(Records from a collection)

***

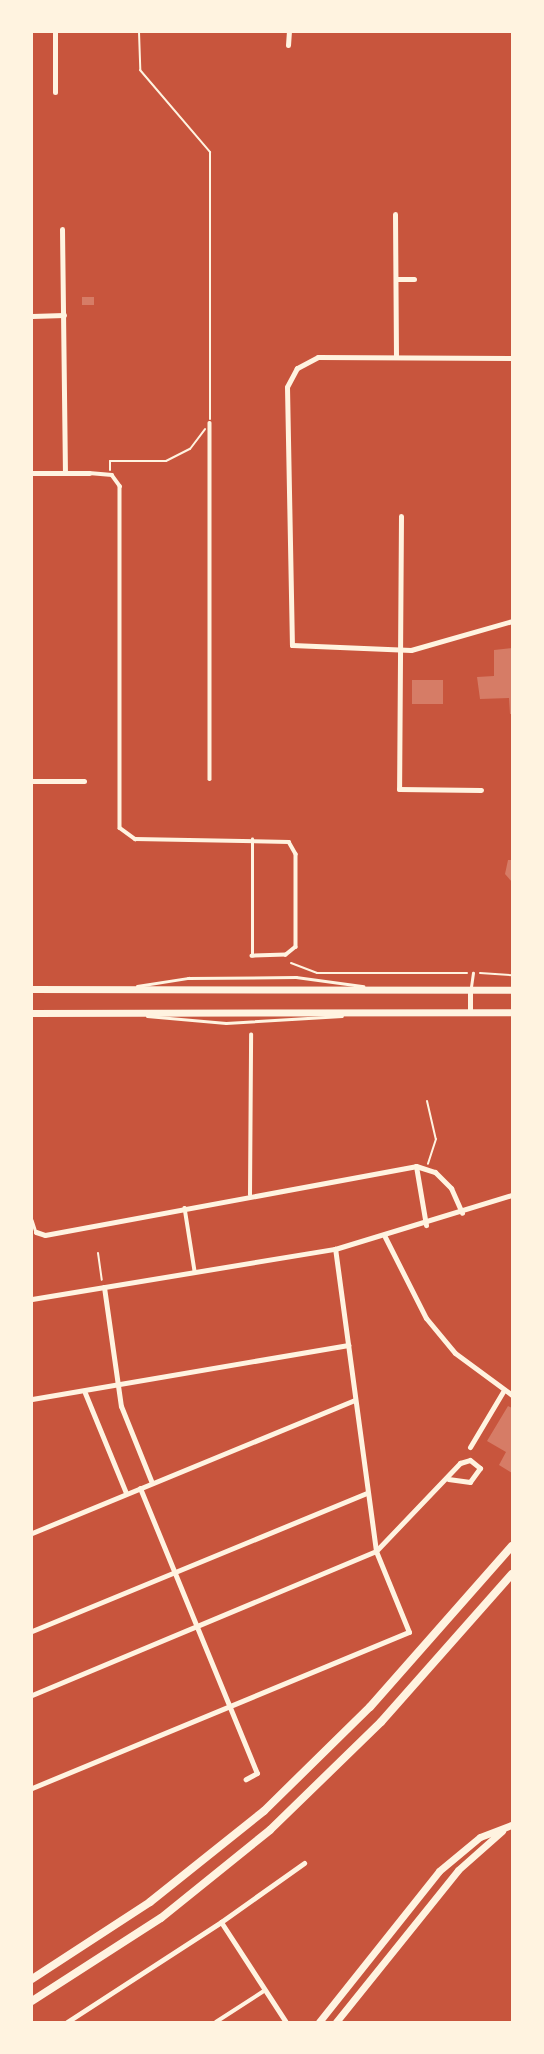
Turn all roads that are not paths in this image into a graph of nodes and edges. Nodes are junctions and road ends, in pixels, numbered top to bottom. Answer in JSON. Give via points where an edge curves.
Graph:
{"nodes":[{"id":1,"x":55,"y":32,"type":"edge"},
{"id":2,"x":289,"y":32,"type":"edge"},
{"id":3,"x":288,"y":45,"type":"dead end"},
{"id":4,"x":55,"y":92,"type":"dead end"},
{"id":5,"x":395,"y":214,"type":"dead end"},
{"id":6,"x":62,"y":229,"type":"dead end"},
{"id":7,"x":397,"y":279,"type":"junction"},
{"id":8,"x":414,"y":279,"type":"dead end"},
{"id":9,"x":32,"y":316,"type":"edge"},
{"id":10,"x":64,"y":316,"type":"junction"},
{"id":11,"x":396,"y":357,"type":"junction"},
{"id":12,"x":513,"y":358,"type":"edge"},
{"id":13,"x":210,"y":423,"type":"road end"},
{"id":14,"x":89,"y":472,"type":"joint"},
{"id":15,"x":32,"y":473,"type":"edge"},
{"id":16,"x":65,"y":473,"type":"junction"},
{"id":17,"x":401,"y":516,"type":"dead end"},
{"id":18,"x":513,"y":621,"type":"edge"},
{"id":19,"x":400,"y":650,"type":"junction"},
{"id":20,"x":210,"y":779,"type":"dead end"},
{"id":21,"x":32,"y":781,"type":"edge"},
{"id":22,"x":84,"y":781,"type":"dead end"},
{"id":23,"x":481,"y":790,"type":"dead end"},
{"id":24,"x":252,"y":839,"type":"junction"},
{"id":25,"x":252,"y":956,"type":"joint"},
{"id":26,"x":473,"y":973,"type":"dead end"},
{"id":27,"x":32,"y":989,"type":"edge"},
{"id":28,"x":127,"y":989,"type":"junction"},
{"id":29,"x":513,"y":990,"type":"edge"},
{"id":30,"x":387,"y":991,"type":"junction"},
{"id":31,"x":470,"y":991,"type":"junction"},
{"id":32,"x":119,"y":1012,"type":"junction"},
{"id":33,"x":366,"y":1012,"type":"junction"},
{"id":34,"x":470,"y":1012,"type":"junction"},
{"id":35,"x":513,"y":1012,"type":"edge"},
{"id":36,"x":32,"y":1013,"type":"edge"},
{"id":37,"x":251,"y":1035,"type":"dead end"},
{"id":38,"x":416,"y":1166,"type":"junction"},
{"id":39,"x":250,"y":1195,"type":"junction"},
{"id":40,"x":513,"y":1195,"type":"edge"},
{"id":41,"x":185,"y":1208,"type":"junction"},
{"id":42,"x":462,"y":1213,"type":"junction"},
{"id":43,"x":32,"y":1220,"type":"edge"},
{"id":44,"x":426,"y":1225,"type":"junction"},
{"id":45,"x":36,"y":1232,"type":"joint"},
{"id":46,"x":384,"y":1237,"type":"junction"},
{"id":47,"x":335,"y":1249,"type":"junction"},
{"id":48,"x":195,"y":1271,"type":"junction"},
{"id":49,"x":104,"y":1287,"type":"junction"},
{"id":50,"x":32,"y":1299,"type":"edge"},
{"id":51,"x":348,"y":1345,"type":"junction"},
{"id":52,"x":118,"y":1380,"type":"junction"},
{"id":53,"x":504,"y":1390,"type":"junction"},
{"id":54,"x":86,"y":1393,"type":"junction"},
{"id":55,"x":513,"y":1395,"type":"edge"},
{"id":56,"x":32,"y":1399,"type":"edge"},
{"id":57,"x":355,"y":1400,"type":"junction"},
{"id":58,"x":470,"y":1447,"type":"dead end"},
{"id":59,"x":448,"y":1479,"type":"junction"},
{"id":60,"x":152,"y":1483,"type":"junction"},
{"id":61,"x":140,"y":1488,"type":"junction"},
{"id":62,"x":126,"y":1493,"type":"junction"},
{"id":63,"x":367,"y":1493,"type":"junction"},
{"id":64,"x":32,"y":1533,"type":"edge"},
{"id":65,"x":513,"y":1546,"type":"edge"},
{"id":66,"x":376,"y":1551,"type":"junction"},
{"id":67,"x":173,"y":1572,"type":"junction"},
{"id":68,"x":513,"y":1574,"type":"edge"},
{"id":69,"x":197,"y":1627,"type":"junction"},
{"id":70,"x":32,"y":1631,"type":"edge"},
{"id":71,"x":32,"y":1695,"type":"edge"},
{"id":72,"x":229,"y":1706,"type":"junction"},
{"id":73,"x":246,"y":1779,"type":"dead end"},
{"id":74,"x":32,"y":1788,"type":"edge"},
{"id":75,"x":509,"y":1827,"type":"edge"},
{"id":76,"x":304,"y":1863,"type":"dead end"},
{"id":77,"x":220,"y":1922,"type":"junction"},
{"id":78,"x":32,"y":1979,"type":"edge"},
{"id":79,"x":266,"y":1989,"type":"junction"},
{"id":80,"x":32,"y":2000,"type":"edge"},
{"id":81,"x":67,"y":2022,"type":"edge"},
{"id":82,"x":216,"y":2022,"type":"edge"},
{"id":83,"x":286,"y":2022,"type":"edge"},
{"id":84,"x":319,"y":2022,"type":"edge"},
{"id":85,"x":336,"y":2022,"type":"edge"}],
"edges":[{"from":1,"to":4,"type":"street"},
{"from":2,"to":3,"type":"street"},
{"from":5,"to":7,"type":"street"},
{"from":6,"to":10,"type":"street"},
{"from":7,"to":8,"type":"street"},
{"from":7,"to":11,"type":"street"},
{"from":9,"to":10,"type":"street"},
{"from":10,"to":16,"type":"street"},
{"from":11,"to":12,"type":"street"},
{"from":11,"to":19,"type":"street","via":[[330,357],[304,363],[287,387],[288,639],[307,649]]},
{"from":13,"to":20,"type":"street"},
{"from":14,"to":16,"type":"street"},
{"from":14,"to":24,"type":"street","via":[[109,474],[120,486],[120,828],[135,839]]},
{"from":15,"to":16,"type":"street"},
{"from":17,"to":19,"type":"street"},
{"from":18,"to":19,"type":"street","via":[[443,645]]},
{"from":19,"to":23,"type":"street","via":[[399,789]]},
{"from":21,"to":22,"type":"street"},
{"from":24,"to":25,"type":"lane"},
{"from":24,"to":25,"type":"street","via":[[286,840],[296,853],[296,947],[286,955]]},
{"from":26,"to":31,"type":"lane"},
{"from":27,"to":28,"type":"main road"},
{"from":28,"to":30,"type":"main road"},
{"from":28,"to":30,"type":"lane","via":[[188,978],[296,977]]},
{"from":29,"to":31,"type":"main road"},
{"from":30,"to":31,"type":"main road"},
{"from":31,"to":34,"type":"street"},
{"from":32,"to":33,"type":"main road"},
{"from":32,"to":33,"type":"lane","via":[[198,1023],[302,1022]]},
{"from":32,"to":36,"type":"main road"},
{"from":33,"to":34,"type":"main road"},
{"from":34,"to":35,"type":"main road"},
{"from":37,"to":39,"type":"street"},
{"from":38,"to":39,"type":"street"},
{"from":38,"to":42,"type":"street","via":[[427,1168],[451,1188]]},
{"from":38,"to":44,"type":"street"},
{"from":39,"to":41,"type":"street"},
{"from":40,"to":42,"type":"street"},
{"from":41,"to":45,"type":"street","via":[[45,1235]]},
{"from":41,"to":48,"type":"street"},
{"from":42,"to":44,"type":"street"},
{"from":43,"to":45,"type":"lane"},
{"from":44,"to":46,"type":"street"},
{"from":46,"to":47,"type":"street"},
{"from":46,"to":53,"type":"street","via":[[426,1318],[455,1353]]},
{"from":47,"to":48,"type":"street"},
{"from":47,"to":51,"type":"street"},
{"from":48,"to":49,"type":"street"},
{"from":49,"to":50,"type":"street"},
{"from":49,"to":52,"type":"street"},
{"from":51,"to":52,"type":"street"},
{"from":51,"to":57,"type":"street"},
{"from":52,"to":54,"type":"street"},
{"from":52,"to":60,"type":"street","via":[[121,1406]]},
{"from":53,"to":55,"type":"street"},
{"from":53,"to":58,"type":"street"},
{"from":54,"to":56,"type":"street"},
{"from":54,"to":62,"type":"street"},
{"from":57,"to":60,"type":"street"},
{"from":57,"to":63,"type":"street"},
{"from":59,"to":59,"type":"street","via":[[463,1461],[480,1468],[470,1482]]},
{"from":59,"to":66,"type":"street"},
{"from":60,"to":61,"type":"street"},
{"from":61,"to":62,"type":"street"},
{"from":61,"to":67,"type":"street"},
{"from":62,"to":64,"type":"street"},
{"from":63,"to":66,"type":"street"},
{"from":63,"to":67,"type":"street"},
{"from":65,"to":78,"type":"highway","via":[[370,1707],[264,1811],[150,1902]]},
{"from":66,"to":69,"type":"street"},
{"from":66,"to":72,"type":"street","via":[[409,1632]]},
{"from":67,"to":69,"type":"street"},
{"from":67,"to":70,"type":"street"},
{"from":68,"to":80,"type":"highway","via":[[381,1722],[270,1830],[161,1918]]},
{"from":69,"to":71,"type":"street"},
{"from":69,"to":72,"type":"street"},
{"from":72,"to":73,"type":"street","via":[[257,1773]]},
{"from":72,"to":74,"type":"street"},
{"from":75,"to":84,"type":"main road","via":[[474,1841],[439,1871]]},
{"from":75,"to":85,"type":"main road","via":[[457,1870]]},
{"from":76,"to":77,"type":"street"},
{"from":77,"to":79,"type":"street"},
{"from":77,"to":81,"type":"street"},
{"from":79,"to":82,"type":"street"},
{"from":79,"to":83,"type":"street"}]}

***

Within the data above, find the lines that contain the word "main" and copy each of them.

{"from":27,"to":28,"type":"main road"},
{"from":28,"to":30,"type":"main road"},
{"from":29,"to":31,"type":"main road"},
{"from":30,"to":31,"type":"main road"},
{"from":32,"to":33,"type":"main road"},
{"from":32,"to":36,"type":"main road"},
{"from":33,"to":34,"type":"main road"},
{"from":34,"to":35,"type":"main road"},
{"from":75,"to":84,"type":"main road","via":[[474,1841],[439,1871]]},
{"from":75,"to":85,"type":"main road","via":[[457,1870]]},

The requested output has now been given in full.